Work task
Among the lines below, take the one holding "Extract the road", the one holding "Which roads connect where in this map?", and all lines between them. Set them down exactly.

● ● ●

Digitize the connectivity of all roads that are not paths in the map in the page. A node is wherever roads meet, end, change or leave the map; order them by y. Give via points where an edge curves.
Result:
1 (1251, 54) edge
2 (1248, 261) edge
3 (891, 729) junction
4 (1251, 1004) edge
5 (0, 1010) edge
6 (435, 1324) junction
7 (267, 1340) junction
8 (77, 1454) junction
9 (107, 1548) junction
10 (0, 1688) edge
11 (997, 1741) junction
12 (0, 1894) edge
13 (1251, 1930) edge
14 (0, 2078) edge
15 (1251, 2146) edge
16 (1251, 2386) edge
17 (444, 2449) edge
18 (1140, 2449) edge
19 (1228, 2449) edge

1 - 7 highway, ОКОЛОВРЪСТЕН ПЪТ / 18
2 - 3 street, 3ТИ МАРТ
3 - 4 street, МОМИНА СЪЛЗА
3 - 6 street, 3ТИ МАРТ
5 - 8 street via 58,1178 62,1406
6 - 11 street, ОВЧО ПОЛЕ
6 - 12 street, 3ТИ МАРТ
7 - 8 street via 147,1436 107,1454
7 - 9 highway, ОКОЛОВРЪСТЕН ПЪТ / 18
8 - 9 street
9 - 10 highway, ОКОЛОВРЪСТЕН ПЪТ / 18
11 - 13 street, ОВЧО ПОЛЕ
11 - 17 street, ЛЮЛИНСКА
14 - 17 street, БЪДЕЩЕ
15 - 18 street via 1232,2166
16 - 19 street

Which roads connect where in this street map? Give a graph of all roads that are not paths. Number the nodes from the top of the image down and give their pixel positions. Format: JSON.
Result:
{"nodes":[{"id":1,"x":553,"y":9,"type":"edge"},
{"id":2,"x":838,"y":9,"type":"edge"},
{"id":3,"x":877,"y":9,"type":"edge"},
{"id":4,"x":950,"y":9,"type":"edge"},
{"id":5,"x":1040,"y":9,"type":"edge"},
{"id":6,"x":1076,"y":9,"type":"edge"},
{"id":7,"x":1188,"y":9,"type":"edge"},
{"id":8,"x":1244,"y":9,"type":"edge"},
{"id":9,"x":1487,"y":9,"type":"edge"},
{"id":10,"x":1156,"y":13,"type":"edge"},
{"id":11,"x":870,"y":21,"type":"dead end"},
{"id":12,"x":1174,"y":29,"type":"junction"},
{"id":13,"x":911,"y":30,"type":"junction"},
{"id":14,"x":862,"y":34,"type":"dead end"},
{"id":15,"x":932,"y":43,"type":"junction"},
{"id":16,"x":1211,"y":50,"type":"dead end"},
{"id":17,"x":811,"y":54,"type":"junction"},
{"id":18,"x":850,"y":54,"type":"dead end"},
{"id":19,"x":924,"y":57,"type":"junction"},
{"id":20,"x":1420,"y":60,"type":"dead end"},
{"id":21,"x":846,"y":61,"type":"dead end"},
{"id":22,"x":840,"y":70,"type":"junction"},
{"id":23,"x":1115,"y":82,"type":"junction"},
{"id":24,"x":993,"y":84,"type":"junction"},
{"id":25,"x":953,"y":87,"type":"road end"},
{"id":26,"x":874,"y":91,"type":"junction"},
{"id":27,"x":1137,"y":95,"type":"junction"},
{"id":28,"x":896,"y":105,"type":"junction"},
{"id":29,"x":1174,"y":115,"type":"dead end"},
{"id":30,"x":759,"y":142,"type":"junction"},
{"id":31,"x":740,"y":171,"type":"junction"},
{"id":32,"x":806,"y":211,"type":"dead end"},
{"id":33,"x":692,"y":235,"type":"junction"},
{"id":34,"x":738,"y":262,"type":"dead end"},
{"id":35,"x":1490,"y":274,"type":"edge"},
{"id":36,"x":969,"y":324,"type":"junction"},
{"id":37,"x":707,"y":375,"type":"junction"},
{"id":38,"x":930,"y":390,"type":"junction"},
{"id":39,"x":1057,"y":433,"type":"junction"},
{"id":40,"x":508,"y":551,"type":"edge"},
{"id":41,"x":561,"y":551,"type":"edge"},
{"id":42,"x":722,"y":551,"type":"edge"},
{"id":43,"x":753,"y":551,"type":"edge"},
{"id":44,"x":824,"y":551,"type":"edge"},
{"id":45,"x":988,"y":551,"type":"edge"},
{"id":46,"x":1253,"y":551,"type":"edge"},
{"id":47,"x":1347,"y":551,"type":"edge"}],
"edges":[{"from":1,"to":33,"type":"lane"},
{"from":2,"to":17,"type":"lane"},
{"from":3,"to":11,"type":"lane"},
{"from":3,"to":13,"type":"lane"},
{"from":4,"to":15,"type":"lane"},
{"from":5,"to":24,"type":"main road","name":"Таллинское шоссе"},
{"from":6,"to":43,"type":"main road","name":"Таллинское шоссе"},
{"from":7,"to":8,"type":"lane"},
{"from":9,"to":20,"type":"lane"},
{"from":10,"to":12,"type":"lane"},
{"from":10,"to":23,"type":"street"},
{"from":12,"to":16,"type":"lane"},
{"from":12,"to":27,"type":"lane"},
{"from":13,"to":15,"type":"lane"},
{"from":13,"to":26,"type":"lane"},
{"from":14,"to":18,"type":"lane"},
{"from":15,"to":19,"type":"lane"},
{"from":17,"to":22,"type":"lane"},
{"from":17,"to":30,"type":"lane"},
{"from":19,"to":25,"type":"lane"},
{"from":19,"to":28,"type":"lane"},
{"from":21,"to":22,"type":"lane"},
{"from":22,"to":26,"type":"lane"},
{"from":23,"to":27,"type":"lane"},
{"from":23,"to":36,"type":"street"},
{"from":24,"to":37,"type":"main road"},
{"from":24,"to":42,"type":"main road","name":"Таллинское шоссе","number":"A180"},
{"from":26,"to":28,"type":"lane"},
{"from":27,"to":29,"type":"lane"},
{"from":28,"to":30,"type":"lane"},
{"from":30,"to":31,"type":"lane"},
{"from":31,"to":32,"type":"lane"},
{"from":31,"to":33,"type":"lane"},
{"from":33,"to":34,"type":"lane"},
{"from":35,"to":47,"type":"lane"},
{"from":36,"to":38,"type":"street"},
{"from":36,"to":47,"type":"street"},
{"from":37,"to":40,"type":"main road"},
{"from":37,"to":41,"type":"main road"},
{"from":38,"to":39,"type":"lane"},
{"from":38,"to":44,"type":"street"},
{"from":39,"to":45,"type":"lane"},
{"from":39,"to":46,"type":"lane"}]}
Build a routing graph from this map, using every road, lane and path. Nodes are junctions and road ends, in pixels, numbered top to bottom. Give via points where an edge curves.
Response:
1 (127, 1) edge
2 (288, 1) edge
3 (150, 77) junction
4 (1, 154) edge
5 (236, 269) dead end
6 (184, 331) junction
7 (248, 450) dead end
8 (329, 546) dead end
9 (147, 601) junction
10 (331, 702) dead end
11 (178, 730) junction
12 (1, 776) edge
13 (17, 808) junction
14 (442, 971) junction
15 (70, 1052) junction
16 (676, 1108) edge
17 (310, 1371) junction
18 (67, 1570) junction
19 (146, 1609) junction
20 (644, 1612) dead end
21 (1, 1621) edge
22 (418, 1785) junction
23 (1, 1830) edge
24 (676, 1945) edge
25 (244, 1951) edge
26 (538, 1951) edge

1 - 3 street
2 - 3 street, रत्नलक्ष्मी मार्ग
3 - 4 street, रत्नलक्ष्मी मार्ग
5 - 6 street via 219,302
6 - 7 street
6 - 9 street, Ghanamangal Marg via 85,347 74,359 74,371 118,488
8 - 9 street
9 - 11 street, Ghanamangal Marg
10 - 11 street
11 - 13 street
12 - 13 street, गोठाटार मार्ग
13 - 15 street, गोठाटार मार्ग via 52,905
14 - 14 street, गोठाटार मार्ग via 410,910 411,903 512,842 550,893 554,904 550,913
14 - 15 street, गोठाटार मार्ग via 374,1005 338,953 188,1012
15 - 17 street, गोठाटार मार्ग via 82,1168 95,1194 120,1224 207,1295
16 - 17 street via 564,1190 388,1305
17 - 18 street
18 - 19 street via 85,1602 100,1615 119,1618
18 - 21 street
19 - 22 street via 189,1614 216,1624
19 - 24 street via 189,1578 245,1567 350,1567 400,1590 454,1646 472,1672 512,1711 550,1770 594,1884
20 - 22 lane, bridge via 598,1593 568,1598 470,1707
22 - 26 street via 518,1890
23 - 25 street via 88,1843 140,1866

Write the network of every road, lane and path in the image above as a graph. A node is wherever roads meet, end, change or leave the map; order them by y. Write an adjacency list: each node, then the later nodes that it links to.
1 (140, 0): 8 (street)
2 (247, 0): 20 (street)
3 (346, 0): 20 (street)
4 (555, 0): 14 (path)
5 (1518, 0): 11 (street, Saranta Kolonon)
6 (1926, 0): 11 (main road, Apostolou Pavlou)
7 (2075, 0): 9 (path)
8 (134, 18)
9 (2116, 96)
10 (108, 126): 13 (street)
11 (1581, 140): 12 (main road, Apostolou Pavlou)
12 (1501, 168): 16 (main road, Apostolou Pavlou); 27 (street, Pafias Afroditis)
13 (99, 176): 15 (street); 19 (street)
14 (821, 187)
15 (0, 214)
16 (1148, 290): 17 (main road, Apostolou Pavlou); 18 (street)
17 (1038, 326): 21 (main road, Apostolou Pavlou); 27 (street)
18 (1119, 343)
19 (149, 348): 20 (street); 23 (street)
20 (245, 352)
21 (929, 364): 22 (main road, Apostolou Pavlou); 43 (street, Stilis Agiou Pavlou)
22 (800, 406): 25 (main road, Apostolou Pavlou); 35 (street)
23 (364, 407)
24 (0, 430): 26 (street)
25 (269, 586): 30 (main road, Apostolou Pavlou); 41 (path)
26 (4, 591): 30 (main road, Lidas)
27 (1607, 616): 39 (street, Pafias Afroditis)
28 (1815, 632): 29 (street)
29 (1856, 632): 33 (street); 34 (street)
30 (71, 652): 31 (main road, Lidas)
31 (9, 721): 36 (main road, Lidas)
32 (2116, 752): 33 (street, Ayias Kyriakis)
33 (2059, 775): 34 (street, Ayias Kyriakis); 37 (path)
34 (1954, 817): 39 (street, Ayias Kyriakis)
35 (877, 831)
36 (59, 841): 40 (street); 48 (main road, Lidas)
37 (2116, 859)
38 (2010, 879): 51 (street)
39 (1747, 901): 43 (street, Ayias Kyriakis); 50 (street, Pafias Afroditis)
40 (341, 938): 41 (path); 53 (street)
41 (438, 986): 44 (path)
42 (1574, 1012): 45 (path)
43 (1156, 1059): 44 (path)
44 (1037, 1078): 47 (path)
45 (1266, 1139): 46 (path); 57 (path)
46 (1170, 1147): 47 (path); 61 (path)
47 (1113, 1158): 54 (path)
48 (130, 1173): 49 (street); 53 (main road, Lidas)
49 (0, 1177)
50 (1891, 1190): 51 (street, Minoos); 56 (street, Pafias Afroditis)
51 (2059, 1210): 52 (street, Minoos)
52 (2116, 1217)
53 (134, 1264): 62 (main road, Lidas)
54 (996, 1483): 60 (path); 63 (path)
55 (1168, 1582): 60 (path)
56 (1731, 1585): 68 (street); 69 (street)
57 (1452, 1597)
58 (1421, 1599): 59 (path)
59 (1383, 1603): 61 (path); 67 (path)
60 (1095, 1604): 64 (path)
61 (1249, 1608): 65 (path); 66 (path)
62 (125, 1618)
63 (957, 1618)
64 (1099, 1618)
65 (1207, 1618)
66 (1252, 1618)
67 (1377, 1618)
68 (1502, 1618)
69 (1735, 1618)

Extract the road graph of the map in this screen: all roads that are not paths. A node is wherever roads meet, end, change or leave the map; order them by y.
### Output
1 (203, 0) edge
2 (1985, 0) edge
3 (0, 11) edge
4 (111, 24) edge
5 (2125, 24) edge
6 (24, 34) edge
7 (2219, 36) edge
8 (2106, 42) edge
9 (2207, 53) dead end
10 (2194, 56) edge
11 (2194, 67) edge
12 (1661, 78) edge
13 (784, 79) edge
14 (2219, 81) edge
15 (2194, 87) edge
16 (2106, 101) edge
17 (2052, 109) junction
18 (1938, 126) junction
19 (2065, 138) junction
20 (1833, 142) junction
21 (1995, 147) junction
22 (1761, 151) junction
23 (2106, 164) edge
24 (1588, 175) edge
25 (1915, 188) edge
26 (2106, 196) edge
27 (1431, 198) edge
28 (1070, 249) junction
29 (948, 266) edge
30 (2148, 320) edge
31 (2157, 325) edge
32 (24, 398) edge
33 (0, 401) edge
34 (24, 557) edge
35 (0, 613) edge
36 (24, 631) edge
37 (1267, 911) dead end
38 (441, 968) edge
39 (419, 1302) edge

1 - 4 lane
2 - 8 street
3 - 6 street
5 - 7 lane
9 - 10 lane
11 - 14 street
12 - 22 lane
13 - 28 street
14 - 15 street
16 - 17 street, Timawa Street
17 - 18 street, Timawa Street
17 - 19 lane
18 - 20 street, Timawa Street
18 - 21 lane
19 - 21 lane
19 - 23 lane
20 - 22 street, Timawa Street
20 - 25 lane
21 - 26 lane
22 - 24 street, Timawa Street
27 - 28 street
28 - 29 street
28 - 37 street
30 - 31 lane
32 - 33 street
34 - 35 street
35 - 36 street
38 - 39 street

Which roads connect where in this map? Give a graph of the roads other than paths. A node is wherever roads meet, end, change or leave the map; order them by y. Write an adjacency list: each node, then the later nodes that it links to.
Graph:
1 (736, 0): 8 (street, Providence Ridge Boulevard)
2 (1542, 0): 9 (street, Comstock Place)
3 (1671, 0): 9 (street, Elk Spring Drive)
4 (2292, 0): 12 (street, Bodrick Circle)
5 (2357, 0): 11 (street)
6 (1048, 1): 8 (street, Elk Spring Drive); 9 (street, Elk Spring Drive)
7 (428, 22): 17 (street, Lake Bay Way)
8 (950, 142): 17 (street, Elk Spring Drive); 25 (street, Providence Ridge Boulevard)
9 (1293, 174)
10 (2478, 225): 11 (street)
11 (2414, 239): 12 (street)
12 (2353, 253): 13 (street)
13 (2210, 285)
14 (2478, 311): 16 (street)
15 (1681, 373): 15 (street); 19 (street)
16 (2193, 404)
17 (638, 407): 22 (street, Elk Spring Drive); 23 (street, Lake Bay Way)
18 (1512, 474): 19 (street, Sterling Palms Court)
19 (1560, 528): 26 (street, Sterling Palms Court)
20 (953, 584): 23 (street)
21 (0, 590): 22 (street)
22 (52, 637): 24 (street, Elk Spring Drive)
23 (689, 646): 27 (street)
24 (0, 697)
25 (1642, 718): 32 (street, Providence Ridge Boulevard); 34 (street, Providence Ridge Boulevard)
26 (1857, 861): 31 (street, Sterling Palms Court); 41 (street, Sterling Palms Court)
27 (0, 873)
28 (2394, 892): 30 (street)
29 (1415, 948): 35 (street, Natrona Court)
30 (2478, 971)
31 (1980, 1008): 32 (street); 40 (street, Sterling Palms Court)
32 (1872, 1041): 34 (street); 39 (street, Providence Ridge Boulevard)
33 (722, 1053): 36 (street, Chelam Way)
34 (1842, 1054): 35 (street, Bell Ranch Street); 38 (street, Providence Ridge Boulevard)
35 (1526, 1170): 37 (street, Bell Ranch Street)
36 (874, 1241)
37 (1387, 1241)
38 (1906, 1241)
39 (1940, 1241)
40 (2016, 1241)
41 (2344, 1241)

● ● ●

Response to the task
Extract the road graph of the map in this screen: all roads that are not paths. A node is wherever roads meet, end, change or leave the map; order them by y.
### Output
1 (203, 0) edge
2 (1985, 0) edge
3 (0, 11) edge
4 (111, 24) edge
5 (2125, 24) edge
6 (24, 34) edge
7 (2219, 36) edge
8 (2106, 42) edge
9 (2207, 53) dead end
10 (2194, 56) edge
11 (2194, 67) edge
12 (1661, 78) edge
13 (784, 79) edge
14 (2219, 81) edge
15 (2194, 87) edge
16 (2106, 101) edge
17 (2052, 109) junction
18 (1938, 126) junction
19 (2065, 138) junction
20 (1833, 142) junction
21 (1995, 147) junction
22 (1761, 151) junction
23 (2106, 164) edge
24 (1588, 175) edge
25 (1915, 188) edge
26 (2106, 196) edge
27 (1431, 198) edge
28 (1070, 249) junction
29 (948, 266) edge
30 (2148, 320) edge
31 (2157, 325) edge
32 (24, 398) edge
33 (0, 401) edge
34 (24, 557) edge
35 (0, 613) edge
36 (24, 631) edge
37 (1267, 911) dead end
38 (441, 968) edge
39 (419, 1302) edge

1 - 4 lane
2 - 8 street
3 - 6 street
5 - 7 lane
9 - 10 lane
11 - 14 street
12 - 22 lane
13 - 28 street
14 - 15 street
16 - 17 street, Timawa Street
17 - 18 street, Timawa Street
17 - 19 lane
18 - 20 street, Timawa Street
18 - 21 lane
19 - 21 lane
19 - 23 lane
20 - 22 street, Timawa Street
20 - 25 lane
21 - 26 lane
22 - 24 street, Timawa Street
27 - 28 street
28 - 29 street
28 - 37 street
30 - 31 lane
32 - 33 street
34 - 35 street
35 - 36 street
38 - 39 street

Which roads connect where in this map? Give a graph of the roads other than paths. A node is wherever roads meet, end, change or leave the map; order them by y. Write an adjacency list: each node, then the later nodes that it links to.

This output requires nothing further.